American educational technology company

Futurekids, Inc. is a privately held K-12 educational software company headquartered in El Segundo, California, which focuses on technological literacy and computer literacy.

== History ==
The company was founded in 1983. It offered professional development programs and K-12 technology curriculum in schools in 65 countries. It focuses on the integration of technology and the use of computers in the educational process.

In 2008, the Software and Information Industry Association (SIIA) selected Futurekids' Real Journeys in Technology curriculum as a 2008 Codie awards finalist among educational software in the best instructional solution in other curriculum areas category.

Futurekids has been awarded contracts for their educational products by the state of Michigan and Pennsylvania.

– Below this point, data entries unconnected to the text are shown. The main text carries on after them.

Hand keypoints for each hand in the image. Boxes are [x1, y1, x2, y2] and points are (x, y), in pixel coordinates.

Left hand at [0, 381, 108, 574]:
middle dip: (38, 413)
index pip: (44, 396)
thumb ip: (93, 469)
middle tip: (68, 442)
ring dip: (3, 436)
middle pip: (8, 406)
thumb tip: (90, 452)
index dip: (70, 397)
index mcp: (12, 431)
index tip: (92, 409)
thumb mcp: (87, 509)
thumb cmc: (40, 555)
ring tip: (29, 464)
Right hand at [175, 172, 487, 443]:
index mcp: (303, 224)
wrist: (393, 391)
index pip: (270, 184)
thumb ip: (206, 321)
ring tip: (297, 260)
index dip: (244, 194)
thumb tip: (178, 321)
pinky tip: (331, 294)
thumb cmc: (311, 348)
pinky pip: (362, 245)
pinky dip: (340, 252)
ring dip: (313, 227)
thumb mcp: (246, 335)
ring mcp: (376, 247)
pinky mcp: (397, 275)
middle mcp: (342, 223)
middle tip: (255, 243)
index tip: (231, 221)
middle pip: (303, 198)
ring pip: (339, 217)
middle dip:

In 2004, Platinum Television Group selected Futurekids for a segment on Today's Family, a series that celebrates successful parenting solutions,

In 2005, Futurekids worked with Intel Corporation and other technology and national youth organizations in creating the Partnership for 21st Century Skills, an advocacy organization for positioning computer skills at the center of U.S. K-12. In November 2007, the Partnership for 21st Century Skills launched Route 21, an online, one-stop shop for 21st-century skills-related information, resources and tools.

In 2007, Futurekids expanded its innovative professional development program to more schools the "Classrooms for the Future" technology initiative in the state of Pennsylvania. The Classrooms for the Future initiative, believed to be the largest program of technology integration ever undertaken by a state, allocates $200 million in funding over a three-year period for laptop computers, software, printers, interactive electronic whiteboards, professional development, technology infrastructure, support and high-speed Internet access. Futurekids was tapped to provide some professional development services for the initiative.

Futurekids Inc. ceased operations on June 30, 2009. Franchises worldwide continue to offer the Futurekids curriculum, including but not limited to Futurekids Hong Kong.